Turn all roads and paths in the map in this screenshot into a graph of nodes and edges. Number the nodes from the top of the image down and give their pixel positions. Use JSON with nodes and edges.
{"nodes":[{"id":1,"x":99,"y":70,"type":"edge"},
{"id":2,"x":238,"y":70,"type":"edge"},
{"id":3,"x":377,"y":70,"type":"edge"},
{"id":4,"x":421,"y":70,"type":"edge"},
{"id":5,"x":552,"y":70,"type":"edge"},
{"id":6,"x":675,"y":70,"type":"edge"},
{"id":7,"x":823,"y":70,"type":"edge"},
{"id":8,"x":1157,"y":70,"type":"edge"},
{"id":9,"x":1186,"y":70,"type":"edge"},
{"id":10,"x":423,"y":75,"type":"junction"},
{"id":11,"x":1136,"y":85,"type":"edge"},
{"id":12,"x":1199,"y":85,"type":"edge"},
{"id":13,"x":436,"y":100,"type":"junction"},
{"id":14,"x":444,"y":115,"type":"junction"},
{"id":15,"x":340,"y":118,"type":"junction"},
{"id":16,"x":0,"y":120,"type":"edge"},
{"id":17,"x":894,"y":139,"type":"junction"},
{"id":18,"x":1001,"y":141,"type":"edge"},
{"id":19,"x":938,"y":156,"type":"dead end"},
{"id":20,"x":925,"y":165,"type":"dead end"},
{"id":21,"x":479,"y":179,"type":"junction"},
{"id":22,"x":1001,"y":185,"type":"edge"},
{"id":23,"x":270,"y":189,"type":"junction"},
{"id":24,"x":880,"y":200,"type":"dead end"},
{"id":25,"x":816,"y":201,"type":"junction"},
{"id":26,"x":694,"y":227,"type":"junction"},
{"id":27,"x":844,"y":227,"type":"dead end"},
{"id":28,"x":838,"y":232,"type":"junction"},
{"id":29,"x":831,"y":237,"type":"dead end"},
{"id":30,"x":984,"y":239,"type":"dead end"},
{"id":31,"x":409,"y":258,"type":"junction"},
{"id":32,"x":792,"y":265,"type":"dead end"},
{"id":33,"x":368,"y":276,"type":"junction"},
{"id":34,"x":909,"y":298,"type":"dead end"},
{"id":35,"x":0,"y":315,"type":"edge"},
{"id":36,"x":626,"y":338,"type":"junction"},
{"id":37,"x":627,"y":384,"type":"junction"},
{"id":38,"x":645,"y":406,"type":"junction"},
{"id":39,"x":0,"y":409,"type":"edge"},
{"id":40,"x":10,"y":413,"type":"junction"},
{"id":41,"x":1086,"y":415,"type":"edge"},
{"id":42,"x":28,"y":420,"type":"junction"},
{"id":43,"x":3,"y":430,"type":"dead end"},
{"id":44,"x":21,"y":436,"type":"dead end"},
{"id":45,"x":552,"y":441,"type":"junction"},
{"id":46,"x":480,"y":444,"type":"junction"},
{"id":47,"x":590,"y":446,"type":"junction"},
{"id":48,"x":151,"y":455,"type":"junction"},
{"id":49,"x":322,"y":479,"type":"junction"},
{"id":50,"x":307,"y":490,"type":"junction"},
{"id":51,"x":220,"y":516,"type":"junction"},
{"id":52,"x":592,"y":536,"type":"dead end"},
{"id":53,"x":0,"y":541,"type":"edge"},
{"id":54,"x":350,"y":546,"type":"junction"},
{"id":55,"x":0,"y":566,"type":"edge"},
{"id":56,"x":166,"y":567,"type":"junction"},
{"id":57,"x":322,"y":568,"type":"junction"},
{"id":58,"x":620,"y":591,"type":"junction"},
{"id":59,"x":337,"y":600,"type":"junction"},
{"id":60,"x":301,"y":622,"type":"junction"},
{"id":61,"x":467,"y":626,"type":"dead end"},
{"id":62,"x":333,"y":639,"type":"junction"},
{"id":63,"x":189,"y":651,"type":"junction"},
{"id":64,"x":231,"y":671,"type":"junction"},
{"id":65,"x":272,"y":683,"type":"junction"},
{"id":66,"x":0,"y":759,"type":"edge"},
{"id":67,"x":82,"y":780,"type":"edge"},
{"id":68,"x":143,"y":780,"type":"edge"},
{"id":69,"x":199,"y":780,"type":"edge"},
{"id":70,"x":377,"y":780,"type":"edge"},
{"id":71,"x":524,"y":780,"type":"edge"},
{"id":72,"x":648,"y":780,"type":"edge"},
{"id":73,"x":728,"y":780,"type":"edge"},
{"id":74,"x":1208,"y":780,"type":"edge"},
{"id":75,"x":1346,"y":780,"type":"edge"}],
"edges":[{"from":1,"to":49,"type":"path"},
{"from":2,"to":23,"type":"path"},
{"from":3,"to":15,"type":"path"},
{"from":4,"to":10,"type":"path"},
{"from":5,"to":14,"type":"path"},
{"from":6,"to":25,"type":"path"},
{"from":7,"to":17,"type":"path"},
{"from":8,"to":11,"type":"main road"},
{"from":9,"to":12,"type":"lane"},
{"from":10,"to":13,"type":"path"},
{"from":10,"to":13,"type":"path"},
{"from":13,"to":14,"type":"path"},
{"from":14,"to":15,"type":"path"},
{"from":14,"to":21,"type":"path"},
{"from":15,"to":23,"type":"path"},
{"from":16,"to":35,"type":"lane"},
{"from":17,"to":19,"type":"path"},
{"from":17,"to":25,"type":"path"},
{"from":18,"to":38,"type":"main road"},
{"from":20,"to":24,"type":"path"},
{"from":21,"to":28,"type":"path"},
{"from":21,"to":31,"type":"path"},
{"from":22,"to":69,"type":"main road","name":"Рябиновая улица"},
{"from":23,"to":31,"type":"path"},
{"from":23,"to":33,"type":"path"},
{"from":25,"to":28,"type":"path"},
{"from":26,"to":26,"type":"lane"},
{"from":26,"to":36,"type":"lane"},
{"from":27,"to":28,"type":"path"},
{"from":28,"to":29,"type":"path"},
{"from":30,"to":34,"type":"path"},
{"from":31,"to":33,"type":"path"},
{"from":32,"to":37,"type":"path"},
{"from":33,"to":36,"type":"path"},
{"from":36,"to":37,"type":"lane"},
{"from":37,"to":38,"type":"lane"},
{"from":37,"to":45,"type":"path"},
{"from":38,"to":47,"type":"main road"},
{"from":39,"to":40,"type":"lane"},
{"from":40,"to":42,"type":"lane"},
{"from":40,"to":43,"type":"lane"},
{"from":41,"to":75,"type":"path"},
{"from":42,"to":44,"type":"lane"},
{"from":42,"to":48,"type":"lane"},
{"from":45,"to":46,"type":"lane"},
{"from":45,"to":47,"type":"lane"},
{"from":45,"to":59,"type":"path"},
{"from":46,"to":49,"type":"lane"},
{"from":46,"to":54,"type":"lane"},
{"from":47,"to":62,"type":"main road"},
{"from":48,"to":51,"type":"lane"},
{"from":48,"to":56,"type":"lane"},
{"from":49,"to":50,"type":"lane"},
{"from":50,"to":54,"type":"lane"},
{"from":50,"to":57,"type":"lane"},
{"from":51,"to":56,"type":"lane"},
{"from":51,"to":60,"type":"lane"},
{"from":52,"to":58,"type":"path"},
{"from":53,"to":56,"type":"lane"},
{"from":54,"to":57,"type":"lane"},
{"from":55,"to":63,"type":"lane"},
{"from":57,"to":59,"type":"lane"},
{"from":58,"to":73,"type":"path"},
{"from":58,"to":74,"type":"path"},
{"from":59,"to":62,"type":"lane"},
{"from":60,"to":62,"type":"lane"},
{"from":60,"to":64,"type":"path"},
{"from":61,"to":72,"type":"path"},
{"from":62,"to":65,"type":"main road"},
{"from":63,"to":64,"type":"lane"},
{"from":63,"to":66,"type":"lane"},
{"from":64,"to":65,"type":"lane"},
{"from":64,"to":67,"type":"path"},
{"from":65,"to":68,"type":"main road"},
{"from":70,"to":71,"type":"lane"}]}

# WHAT TO WORK ON
Using the material above, output each line exactly as it appears.

# OUTPUT
Turn all roads and paths in the map in this screenshot into a graph of nodes and edges. Number the nodes from the top of the image down and give their pixel positions. Use JSON with nodes and edges.
{"nodes":[{"id":1,"x":99,"y":70,"type":"edge"},
{"id":2,"x":238,"y":70,"type":"edge"},
{"id":3,"x":377,"y":70,"type":"edge"},
{"id":4,"x":421,"y":70,"type":"edge"},
{"id":5,"x":552,"y":70,"type":"edge"},
{"id":6,"x":675,"y":70,"type":"edge"},
{"id":7,"x":823,"y":70,"type":"edge"},
{"id":8,"x":1157,"y":70,"type":"edge"},
{"id":9,"x":1186,"y":70,"type":"edge"},
{"id":10,"x":423,"y":75,"type":"junction"},
{"id":11,"x":1136,"y":85,"type":"edge"},
{"id":12,"x":1199,"y":85,"type":"edge"},
{"id":13,"x":436,"y":100,"type":"junction"},
{"id":14,"x":444,"y":115,"type":"junction"},
{"id":15,"x":340,"y":118,"type":"junction"},
{"id":16,"x":0,"y":120,"type":"edge"},
{"id":17,"x":894,"y":139,"type":"junction"},
{"id":18,"x":1001,"y":141,"type":"edge"},
{"id":19,"x":938,"y":156,"type":"dead end"},
{"id":20,"x":925,"y":165,"type":"dead end"},
{"id":21,"x":479,"y":179,"type":"junction"},
{"id":22,"x":1001,"y":185,"type":"edge"},
{"id":23,"x":270,"y":189,"type":"junction"},
{"id":24,"x":880,"y":200,"type":"dead end"},
{"id":25,"x":816,"y":201,"type":"junction"},
{"id":26,"x":694,"y":227,"type":"junction"},
{"id":27,"x":844,"y":227,"type":"dead end"},
{"id":28,"x":838,"y":232,"type":"junction"},
{"id":29,"x":831,"y":237,"type":"dead end"},
{"id":30,"x":984,"y":239,"type":"dead end"},
{"id":31,"x":409,"y":258,"type":"junction"},
{"id":32,"x":792,"y":265,"type":"dead end"},
{"id":33,"x":368,"y":276,"type":"junction"},
{"id":34,"x":909,"y":298,"type":"dead end"},
{"id":35,"x":0,"y":315,"type":"edge"},
{"id":36,"x":626,"y":338,"type":"junction"},
{"id":37,"x":627,"y":384,"type":"junction"},
{"id":38,"x":645,"y":406,"type":"junction"},
{"id":39,"x":0,"y":409,"type":"edge"},
{"id":40,"x":10,"y":413,"type":"junction"},
{"id":41,"x":1086,"y":415,"type":"edge"},
{"id":42,"x":28,"y":420,"type":"junction"},
{"id":43,"x":3,"y":430,"type":"dead end"},
{"id":44,"x":21,"y":436,"type":"dead end"},
{"id":45,"x":552,"y":441,"type":"junction"},
{"id":46,"x":480,"y":444,"type":"junction"},
{"id":47,"x":590,"y":446,"type":"junction"},
{"id":48,"x":151,"y":455,"type":"junction"},
{"id":49,"x":322,"y":479,"type":"junction"},
{"id":50,"x":307,"y":490,"type":"junction"},
{"id":51,"x":220,"y":516,"type":"junction"},
{"id":52,"x":592,"y":536,"type":"dead end"},
{"id":53,"x":0,"y":541,"type":"edge"},
{"id":54,"x":350,"y":546,"type":"junction"},
{"id":55,"x":0,"y":566,"type":"edge"},
{"id":56,"x":166,"y":567,"type":"junction"},
{"id":57,"x":322,"y":568,"type":"junction"},
{"id":58,"x":620,"y":591,"type":"junction"},
{"id":59,"x":337,"y":600,"type":"junction"},
{"id":60,"x":301,"y":622,"type":"junction"},
{"id":61,"x":467,"y":626,"type":"dead end"},
{"id":62,"x":333,"y":639,"type":"junction"},
{"id":63,"x":189,"y":651,"type":"junction"},
{"id":64,"x":231,"y":671,"type":"junction"},
{"id":65,"x":272,"y":683,"type":"junction"},
{"id":66,"x":0,"y":759,"type":"edge"},
{"id":67,"x":82,"y":780,"type":"edge"},
{"id":68,"x":143,"y":780,"type":"edge"},
{"id":69,"x":199,"y":780,"type":"edge"},
{"id":70,"x":377,"y":780,"type":"edge"},
{"id":71,"x":524,"y":780,"type":"edge"},
{"id":72,"x":648,"y":780,"type":"edge"},
{"id":73,"x":728,"y":780,"type":"edge"},
{"id":74,"x":1208,"y":780,"type":"edge"},
{"id":75,"x":1346,"y":780,"type":"edge"}],
"edges":[{"from":1,"to":49,"type":"path"},
{"from":2,"to":23,"type":"path"},
{"from":3,"to":15,"type":"path"},
{"from":4,"to":10,"type":"path"},
{"from":5,"to":14,"type":"path"},
{"from":6,"to":25,"type":"path"},
{"from":7,"to":17,"type":"path"},
{"from":8,"to":11,"type":"main road"},
{"from":9,"to":12,"type":"lane"},
{"from":10,"to":13,"type":"path"},
{"from":10,"to":13,"type":"path"},
{"from":13,"to":14,"type":"path"},
{"from":14,"to":15,"type":"path"},
{"from":14,"to":21,"type":"path"},
{"from":15,"to":23,"type":"path"},
{"from":16,"to":35,"type":"lane"},
{"from":17,"to":19,"type":"path"},
{"from":17,"to":25,"type":"path"},
{"from":18,"to":38,"type":"main road"},
{"from":20,"to":24,"type":"path"},
{"from":21,"to":28,"type":"path"},
{"from":21,"to":31,"type":"path"},
{"from":22,"to":69,"type":"main road","name":"Рябиновая улица"},
{"from":23,"to":31,"type":"path"},
{"from":23,"to":33,"type":"path"},
{"from":25,"to":28,"type":"path"},
{"from":26,"to":26,"type":"lane"},
{"from":26,"to":36,"type":"lane"},
{"from":27,"to":28,"type":"path"},
{"from":28,"to":29,"type":"path"},
{"from":30,"to":34,"type":"path"},
{"from":31,"to":33,"type":"path"},
{"from":32,"to":37,"type":"path"},
{"from":33,"to":36,"type":"path"},
{"from":36,"to":37,"type":"lane"},
{"from":37,"to":38,"type":"lane"},
{"from":37,"to":45,"type":"path"},
{"from":38,"to":47,"type":"main road"},
{"from":39,"to":40,"type":"lane"},
{"from":40,"to":42,"type":"lane"},
{"from":40,"to":43,"type":"lane"},
{"from":41,"to":75,"type":"path"},
{"from":42,"to":44,"type":"lane"},
{"from":42,"to":48,"type":"lane"},
{"from":45,"to":46,"type":"lane"},
{"from":45,"to":47,"type":"lane"},
{"from":45,"to":59,"type":"path"},
{"from":46,"to":49,"type":"lane"},
{"from":46,"to":54,"type":"lane"},
{"from":47,"to":62,"type":"main road"},
{"from":48,"to":51,"type":"lane"},
{"from":48,"to":56,"type":"lane"},
{"from":49,"to":50,"type":"lane"},
{"from":50,"to":54,"type":"lane"},
{"from":50,"to":57,"type":"lane"},
{"from":51,"to":56,"type":"lane"},
{"from":51,"to":60,"type":"lane"},
{"from":52,"to":58,"type":"path"},
{"from":53,"to":56,"type":"lane"},
{"from":54,"to":57,"type":"lane"},
{"from":55,"to":63,"type":"lane"},
{"from":57,"to":59,"type":"lane"},
{"from":58,"to":73,"type":"path"},
{"from":58,"to":74,"type":"path"},
{"from":59,"to":62,"type":"lane"},
{"from":60,"to":62,"type":"lane"},
{"from":60,"to":64,"type":"path"},
{"from":61,"to":72,"type":"path"},
{"from":62,"to":65,"type":"main road"},
{"from":63,"to":64,"type":"lane"},
{"from":63,"to":66,"type":"lane"},
{"from":64,"to":65,"type":"lane"},
{"from":64,"to":67,"type":"path"},
{"from":65,"to":68,"type":"main road"},
{"from":70,"to":71,"type":"lane"}]}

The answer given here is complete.